If you can imagine, I’ve thought about calling it quits many times over the last 14 plus years I’ve been in business. Like most entrepreneurs, I’ve experienced challenges like you would not believe: recession, depression and oppression! Some people might even call my experiences failures and that’s totally alright with me. It’s because I’ve known devastating financial losses and heartbreaking life upheaval, firsthand — and I know how to truly understand these failures when they happen.
Last weekend, my 26 year old son called me and he was clearly upset. He’d just read on Facebook that a childhood friend was dead. I called on every bit of supportive parental language I could muster. I expressed my love for him and sympathy for what I knew he was feeling. As more details surfaced, it became clear that my son’s friend had actually taken his own life.
Suicide is the ultimate act of calling it quits. Finite. Finished. The end.
It made me think of what I’ve done over the years when I’ve actually thought about calling it quits. What strategies have helped me to have the staying power in my business? How can I pin point what I know you as an entrepreneur can do when you’re feeling like you’re at the end of your efforts in business?
From the What Would WendyY Do? files, here are five things to consider when you’re thinking of calling it quits:
View perceived failure as feedback.
I think this is a common expression that you may hear all the time. But, when you’re in the throes of failure, you’re certainly not thinking of the feedback. Failure, in that case, feels hard and painful and real. When you think of failure as feedback; however, you pay close attention to what happened, why it happened and what you can do to prevent it from happening again. In that way, you’re intentional about surfacing the lessons from those experiences and that’s how you turn perceived failure into feedback. As a dancer, one of my favorite expressions says, “If you stumble, make it part of the dance.” I love how easily you can apply this thought to everything! #FailureIsFeedback #StumbleButKeepDancing
Ask for support from trusted friends, family or colleagues.
Having staying power in business requires really good relationships. Take time to cultivate and care for those relationships and when the times come, people will support you, too. Now, I don’t mean to suggest that you have the relationships so they can support you. Rather, I recommend that you always treat people the way you want to be treated.
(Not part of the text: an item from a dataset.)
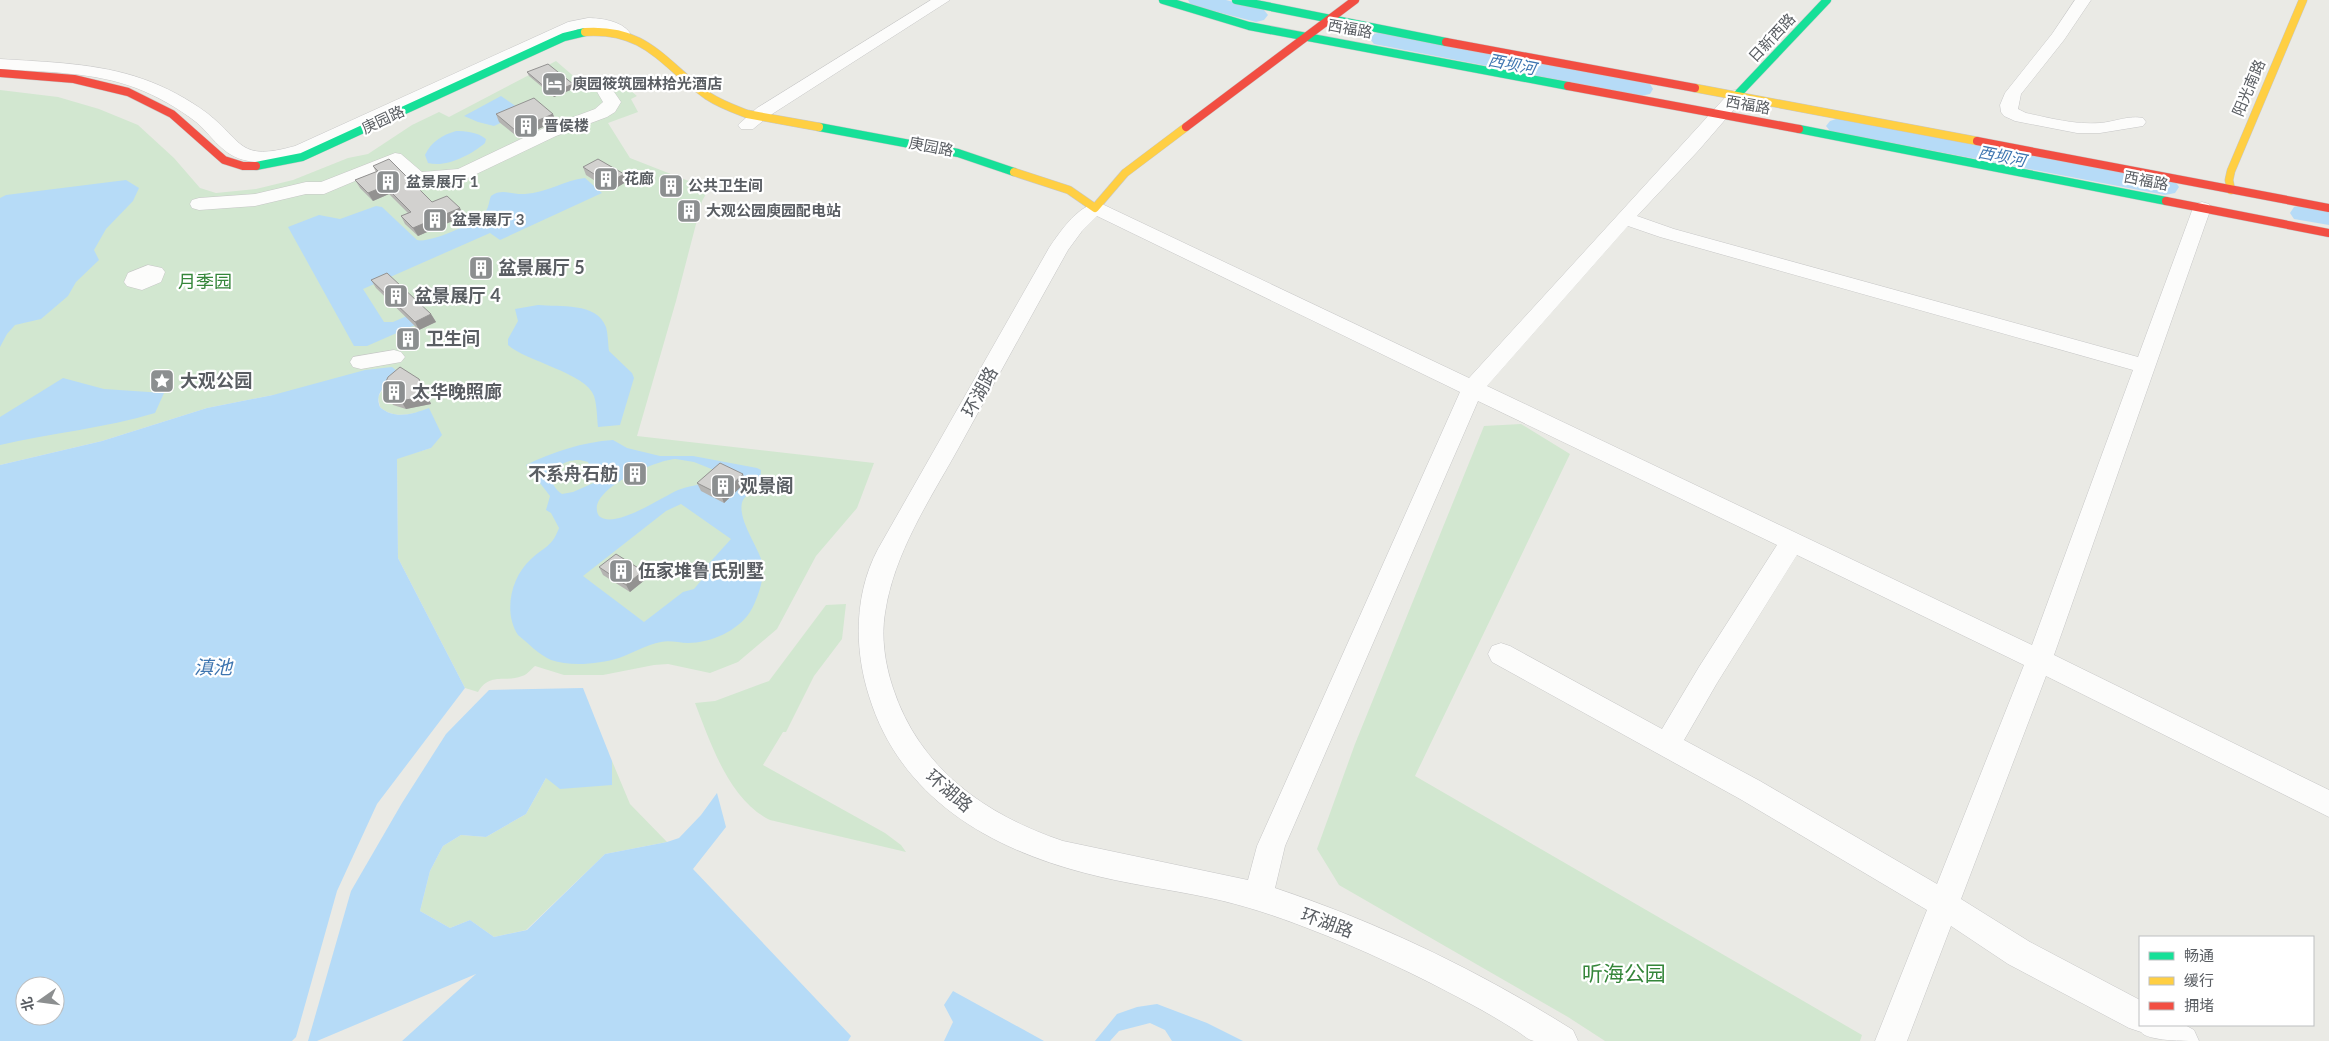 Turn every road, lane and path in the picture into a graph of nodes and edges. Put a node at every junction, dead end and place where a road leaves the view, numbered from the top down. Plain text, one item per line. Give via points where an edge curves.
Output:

Relationships are the new currency in your business in the 21st century. Be sure you’re investing just as much time in creating and cultivating meaning relationships with friends, partners and colleagues as you are in being consistent in your business. #NoOneIsAnIsland #AskForHelp
Evolution is another word for change. According to bestselling author, motivational speaker and 20th century thought leader Leo Buscaglia, “Change is the result of all true learning.”
Markets shift. Relationships end. Colleagues come and go. Money comes in and out. Opportunities always abound.
The only thing that is constant is change.
Success in anything comes from being able to successfully adapt to change when it occurs. You must be willing and ready to adjust your actions when things change in your business. Be willing to explore innovation (something new) in technology, with your business model and with activities you engage in to promote your business. When you do, you’ll ALWAYS be ahead of the success curve.
Streamline your efforts.
I’ve seen entrepreneurs engage in more and more marketing and sales activities as part of their growth strategy. Unfortunately, “more” of anything can lead to overwhelm and burnout. However, rather than calling it quits, the best and most simple answer is to strategically cut back on what you’re doing to market your programs, products and services. Remember, less is more. That’s especially true when it comes to getting clients. If you’re trying to keep up with everyone else in the market, you may look like part of the crowd as someone who is disappearing into the status quo.
I can’t even keep track of the number of times I’ve reinvented myself and my business. At times, it was to provide clarity about what I offer or how I wanted to be recognized in the marketplace. At other times, it was necessary to refresh my brand with new programs, products and services. In late 2015, I symbolically closed the business I’d served in for more than a decade. I was able to identify the yummy parts of my business and create a whole new brand by making those areas of specialty available in a prominent way in the marketplace. Whatever the case for you, practice reinvention as a necessary strategy to stay relevant in the marketplace.
When I started my business many years ago, I knew it wouldn’t be easy and of course, it hasn’t been. On one hand, it’s been difficult, painful and stressful. (I’ve shed many tears throughout the years.) On the other hand, it’s been exciting, rewarding and joyful; and, I’ve loved every single minute!
Noted cyclist Lance Armstrong said, “Pain is temporary. Quitting lasts forever.”
Sustainable success in business demands commitment. Even though I’ve never been married, I liken commitment to business to marriage: Although you may experience ups and downs, ebbs and flows – when you’re committed, you go through those experiences knowing there’s something truly wonderful still waiting for you on the other side because you chose to stay in the relationship. Those experiences may be painful and stressful but your commitment and the relationship will outlast WHATEVER you encounter. And, THAT is SO worthwhile.
This year, I’m celebrating 15 years in business and what I know for sure is this: If you’re committed to long-term success as an entrepreneur, calling it quits is never an option! Don’t ever consider suicide as the final, finite and end to your business success.